§ **Task instructions**:
Tally the lines of these entries that include "Cruz"; respond with only that tally.

Saved data entries
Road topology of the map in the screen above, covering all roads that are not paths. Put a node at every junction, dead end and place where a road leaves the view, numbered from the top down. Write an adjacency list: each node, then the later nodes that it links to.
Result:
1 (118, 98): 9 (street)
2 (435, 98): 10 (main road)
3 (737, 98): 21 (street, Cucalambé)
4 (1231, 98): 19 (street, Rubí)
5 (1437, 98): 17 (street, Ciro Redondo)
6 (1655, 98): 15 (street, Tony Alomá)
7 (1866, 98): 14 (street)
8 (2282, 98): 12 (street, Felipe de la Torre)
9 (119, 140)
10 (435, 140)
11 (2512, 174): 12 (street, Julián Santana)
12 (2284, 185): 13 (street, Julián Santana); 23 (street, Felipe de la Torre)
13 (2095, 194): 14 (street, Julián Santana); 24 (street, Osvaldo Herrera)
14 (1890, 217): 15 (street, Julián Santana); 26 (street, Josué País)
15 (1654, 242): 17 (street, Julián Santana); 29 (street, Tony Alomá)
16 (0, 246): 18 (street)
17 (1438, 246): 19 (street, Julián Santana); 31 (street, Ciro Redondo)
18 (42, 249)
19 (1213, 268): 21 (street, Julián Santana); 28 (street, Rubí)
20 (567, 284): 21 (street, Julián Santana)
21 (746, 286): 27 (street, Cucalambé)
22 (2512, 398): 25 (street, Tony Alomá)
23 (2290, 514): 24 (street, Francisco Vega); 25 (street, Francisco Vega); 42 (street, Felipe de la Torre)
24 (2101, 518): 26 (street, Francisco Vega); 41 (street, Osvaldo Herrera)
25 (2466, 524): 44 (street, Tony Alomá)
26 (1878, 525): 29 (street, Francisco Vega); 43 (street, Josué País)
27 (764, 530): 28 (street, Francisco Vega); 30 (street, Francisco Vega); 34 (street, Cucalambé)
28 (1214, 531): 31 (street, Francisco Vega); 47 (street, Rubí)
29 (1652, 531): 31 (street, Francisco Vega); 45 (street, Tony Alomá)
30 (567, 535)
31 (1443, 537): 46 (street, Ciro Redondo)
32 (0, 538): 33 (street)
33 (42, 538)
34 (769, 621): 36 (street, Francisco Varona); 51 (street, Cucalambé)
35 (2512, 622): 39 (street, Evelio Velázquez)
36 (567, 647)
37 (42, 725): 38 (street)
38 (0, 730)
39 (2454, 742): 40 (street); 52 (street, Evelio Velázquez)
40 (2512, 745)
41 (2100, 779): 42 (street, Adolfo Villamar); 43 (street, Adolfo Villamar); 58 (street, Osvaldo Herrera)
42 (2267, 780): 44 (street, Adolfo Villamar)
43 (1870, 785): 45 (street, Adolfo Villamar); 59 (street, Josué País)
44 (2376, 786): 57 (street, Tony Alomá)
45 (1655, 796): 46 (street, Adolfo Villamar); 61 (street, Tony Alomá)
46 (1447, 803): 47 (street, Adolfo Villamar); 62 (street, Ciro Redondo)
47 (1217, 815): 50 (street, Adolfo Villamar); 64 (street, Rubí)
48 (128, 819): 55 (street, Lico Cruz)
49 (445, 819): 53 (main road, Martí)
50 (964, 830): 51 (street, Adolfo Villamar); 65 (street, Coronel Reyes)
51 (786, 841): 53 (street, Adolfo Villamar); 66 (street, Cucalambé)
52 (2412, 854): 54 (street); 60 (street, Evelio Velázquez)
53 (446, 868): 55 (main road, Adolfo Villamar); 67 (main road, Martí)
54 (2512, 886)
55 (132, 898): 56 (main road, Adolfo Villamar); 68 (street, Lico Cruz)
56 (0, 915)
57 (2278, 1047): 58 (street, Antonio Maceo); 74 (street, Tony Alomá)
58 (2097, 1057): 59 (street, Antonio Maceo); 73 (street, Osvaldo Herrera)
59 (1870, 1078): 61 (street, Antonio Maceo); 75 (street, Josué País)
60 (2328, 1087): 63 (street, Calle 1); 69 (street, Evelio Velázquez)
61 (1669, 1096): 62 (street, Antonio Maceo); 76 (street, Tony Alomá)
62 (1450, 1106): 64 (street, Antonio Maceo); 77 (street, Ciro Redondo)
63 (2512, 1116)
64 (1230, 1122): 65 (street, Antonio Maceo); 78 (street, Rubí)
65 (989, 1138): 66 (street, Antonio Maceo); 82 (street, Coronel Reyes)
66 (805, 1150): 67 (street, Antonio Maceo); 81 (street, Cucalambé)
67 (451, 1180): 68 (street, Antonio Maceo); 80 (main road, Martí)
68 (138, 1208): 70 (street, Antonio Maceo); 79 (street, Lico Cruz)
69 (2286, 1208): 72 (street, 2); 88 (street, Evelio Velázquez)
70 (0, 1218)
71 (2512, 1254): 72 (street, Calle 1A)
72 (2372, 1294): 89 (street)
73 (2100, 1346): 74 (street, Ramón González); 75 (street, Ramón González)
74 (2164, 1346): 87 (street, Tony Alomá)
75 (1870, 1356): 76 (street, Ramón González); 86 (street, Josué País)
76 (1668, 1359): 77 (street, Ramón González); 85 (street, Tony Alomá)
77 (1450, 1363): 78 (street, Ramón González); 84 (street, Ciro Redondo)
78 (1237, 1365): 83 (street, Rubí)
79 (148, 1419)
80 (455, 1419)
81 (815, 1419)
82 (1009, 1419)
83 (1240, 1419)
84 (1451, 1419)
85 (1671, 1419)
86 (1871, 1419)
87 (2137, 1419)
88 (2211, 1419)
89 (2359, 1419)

§ **Result of this task**:
3